---------- PROVIDED DATA ----------

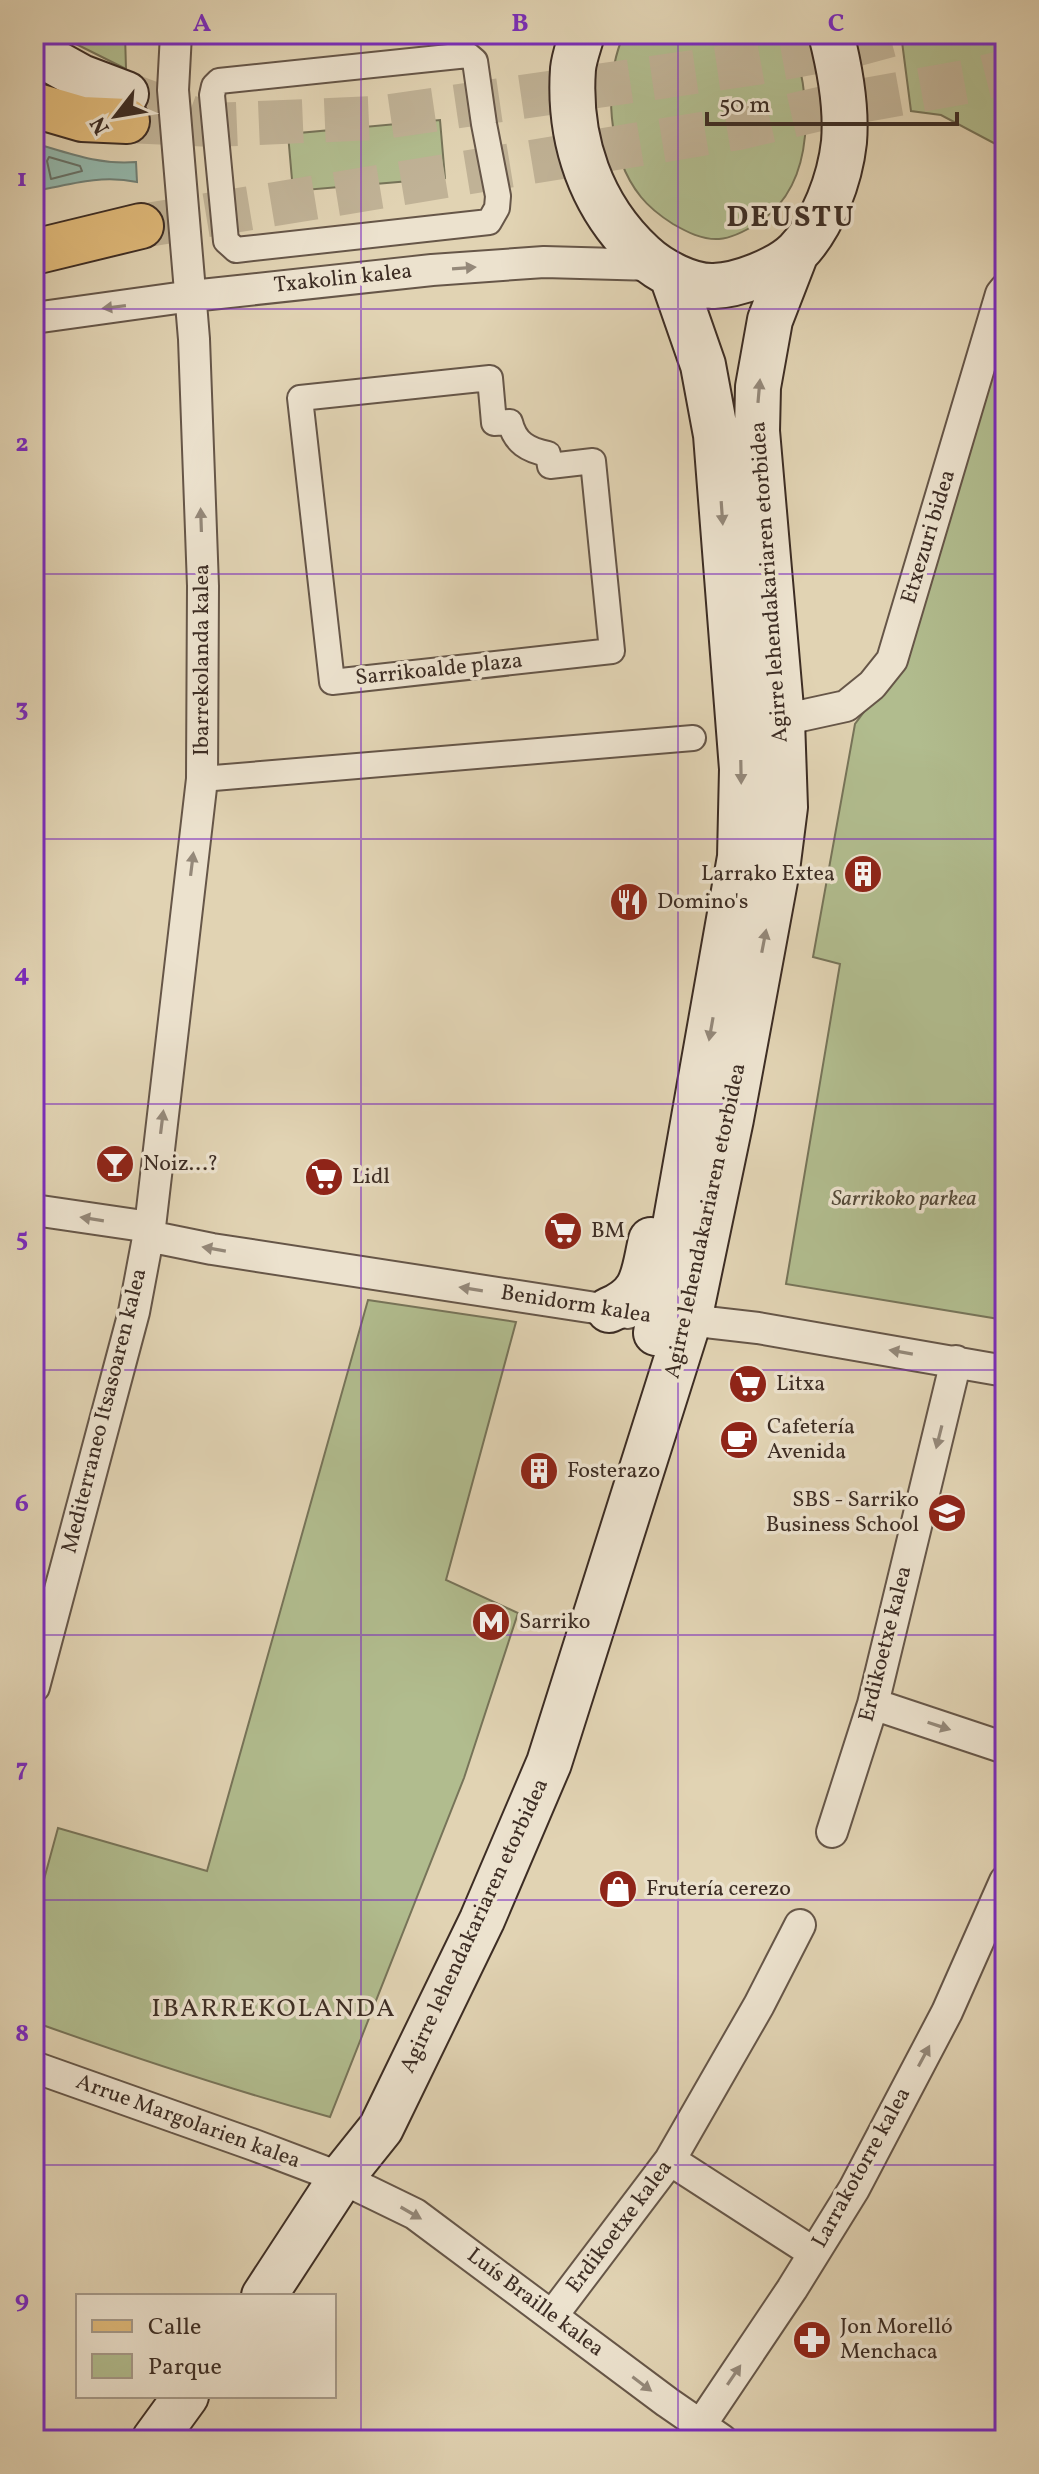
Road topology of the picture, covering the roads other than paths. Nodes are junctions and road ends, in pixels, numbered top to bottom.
1 (154, 34) edge
2 (176, 34) edge
3 (582, 34) edge
4 (831, 34) edge
5 (34, 51) edge
6 (173, 90) junction
7 (34, 105) edge
8 (484, 124) joint
9 (34, 231) edge
10 (34, 252) edge
11 (796, 253) junction
12 (663, 270) junction
13 (1005, 289) edge
14 (192, 296) junction
15 (34, 318) edge
16 (490, 378) joint
17 (782, 720) junction
18 (693, 738) dead end
19 (202, 779) junction
20 (689, 1158) junction
21 (34, 1210) edge
22 (149, 1232) junction
23 (609, 1310) junction
24 (674, 1318) junction
25 (956, 1361) junction
26 (1005, 1371) edge
27 (34, 1687) edge
28 (873, 1704) junction
29 (1005, 1748) edge
30 (832, 1832) dead end
31 (1005, 1881) edge
32 (800, 1925) dead end
33 (34, 2067) edge
34 (670, 2160) junction
35 (341, 2178) junction
36 (814, 2253) junction
37 (265, 2294) edge
38 (552, 2316) junction
39 (185, 2398) edge
40 (705, 2435) edge
41 (154, 2440) edge

1 - 6 street, Ibarrekolanda kalea
2 - 6 street, Ibarrekolanda kalea
3 - 12 main road
4 - 11 main road
5 - 7 main road
6 - 14 street, Ibarrekolanda kalea
8 - 8 street
9 - 10 main road
11 - 12 main road
17 -> 11 main road, Agirre lehendakariaren etorbidea
14 -> 12 street, Txakolin kalea
12 -> 20 main road, Agirre lehendakariaren etorbidea
13 - 17 street, Etxezuri bidea
14 -> 15 street, Txakolin kalea
19 -> 14 street, Ibarrekolanda kalea
16 - 16 street, Sarrikoalde plaza
24 -> 17 main road, Agirre lehendakariaren etorbidea
18 - 19 street
22 -> 19 street, Ibarrekolanda kalea
20 - 23 main road, Agirre lehendakariaren etorbidea
20 - 24 main road, Agirre lehendakariaren etorbidea
22 -> 21 street, Benidorm kalea
23 -> 22 street, Benidorm kalea
22 - 27 street, Mediterraneo Itsasoaren kalea
23 - 24 street, Benidorm kalea
25 -> 24 street, Benidorm kalea
24 - 35 main road, Agirre lehendakariaren etorbidea
25 - 26 street, Benidorm kalea
25 -> 28 street, Erdikoetxe kalea
28 -> 29 street
28 - 30 street, Erdikoetxe kalea
36 -> 31 street, Larrakotorre kalea
32 - 34 street, Erdikoetxe kalea
33 - 35 street, Arrue Margolarien kalea
34 - 36 street
34 - 38 street, Erdikoetxe kalea
35 - 37 main road, Agirre lehendakariaren etorbidea
35 -> 38 street, Luís Braille kalea
40 -> 36 street, Larrakotorre kalea
38 -> 40 street, Luís Braille kalea
39 - 41 main road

----------

> **REQUIRED ACTION**
Report every line of the entries that carries the word "Erdikoetxe".

> **EXERCISE RESULT**
25 -> 28 street, Erdikoetxe kalea
28 - 30 street, Erdikoetxe kalea
32 - 34 street, Erdikoetxe kalea
34 - 38 street, Erdikoetxe kalea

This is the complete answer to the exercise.